→ **TASK MATERIAL**
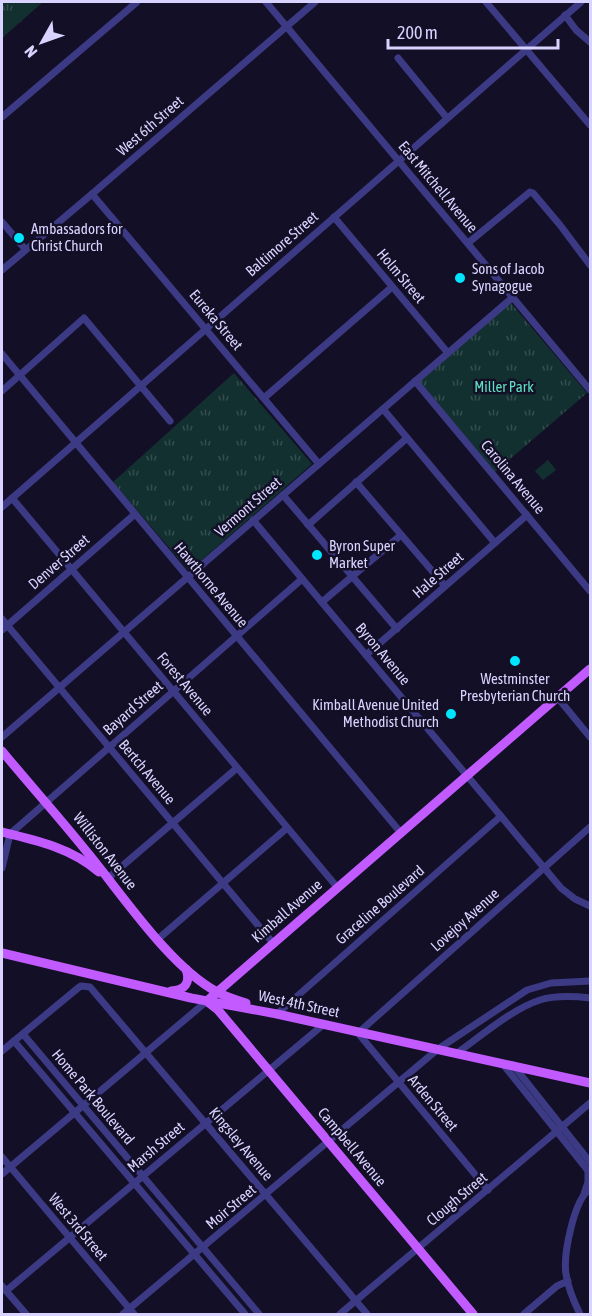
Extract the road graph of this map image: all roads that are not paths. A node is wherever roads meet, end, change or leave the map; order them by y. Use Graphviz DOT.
==
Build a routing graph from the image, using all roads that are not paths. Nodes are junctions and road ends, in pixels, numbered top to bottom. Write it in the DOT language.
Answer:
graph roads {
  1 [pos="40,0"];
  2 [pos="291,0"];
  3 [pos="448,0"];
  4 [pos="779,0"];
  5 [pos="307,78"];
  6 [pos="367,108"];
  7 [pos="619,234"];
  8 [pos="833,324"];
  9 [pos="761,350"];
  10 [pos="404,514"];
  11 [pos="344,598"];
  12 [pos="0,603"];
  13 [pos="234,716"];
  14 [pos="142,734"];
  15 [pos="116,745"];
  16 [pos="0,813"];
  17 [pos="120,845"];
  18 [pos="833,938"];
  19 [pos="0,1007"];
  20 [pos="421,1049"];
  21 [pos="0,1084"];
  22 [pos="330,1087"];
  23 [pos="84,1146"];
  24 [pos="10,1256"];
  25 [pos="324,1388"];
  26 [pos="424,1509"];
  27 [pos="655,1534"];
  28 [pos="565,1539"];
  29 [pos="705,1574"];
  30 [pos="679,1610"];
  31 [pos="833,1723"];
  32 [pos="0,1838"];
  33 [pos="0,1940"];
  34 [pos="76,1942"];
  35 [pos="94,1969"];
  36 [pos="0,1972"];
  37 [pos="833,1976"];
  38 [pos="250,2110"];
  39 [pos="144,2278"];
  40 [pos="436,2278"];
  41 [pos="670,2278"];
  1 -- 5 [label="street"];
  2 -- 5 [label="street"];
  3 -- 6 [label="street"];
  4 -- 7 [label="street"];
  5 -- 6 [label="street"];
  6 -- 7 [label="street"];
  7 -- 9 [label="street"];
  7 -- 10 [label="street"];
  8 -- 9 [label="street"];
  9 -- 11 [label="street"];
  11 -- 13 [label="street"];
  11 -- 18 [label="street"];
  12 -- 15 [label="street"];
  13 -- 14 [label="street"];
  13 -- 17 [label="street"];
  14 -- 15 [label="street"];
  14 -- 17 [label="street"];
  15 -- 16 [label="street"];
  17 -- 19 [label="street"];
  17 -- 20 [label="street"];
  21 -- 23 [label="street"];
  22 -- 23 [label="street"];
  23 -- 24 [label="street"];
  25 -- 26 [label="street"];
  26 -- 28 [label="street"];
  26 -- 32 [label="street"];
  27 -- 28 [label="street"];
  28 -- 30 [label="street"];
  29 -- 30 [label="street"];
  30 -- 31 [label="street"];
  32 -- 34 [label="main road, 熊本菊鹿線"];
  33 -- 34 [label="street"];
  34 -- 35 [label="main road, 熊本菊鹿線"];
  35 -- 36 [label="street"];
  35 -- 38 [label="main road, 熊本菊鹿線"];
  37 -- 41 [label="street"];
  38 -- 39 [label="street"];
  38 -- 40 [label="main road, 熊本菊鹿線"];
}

→ **GOAL OF THE EXERCISE**
Find the lines above that hold "image", then copy each of them.

→ **SOLUTION TO THIS PROBLEM**
Extract the road graph of this map image: all roads that are not paths. A node is wherever roads meet, end, change or leave the map; order them by y. Use Graphviz DOT.
Build a routing graph from the image, using all roads that are not paths. Nodes are junctions and road ends, in pixels, numbered top to bottom. Write it in the DOT language.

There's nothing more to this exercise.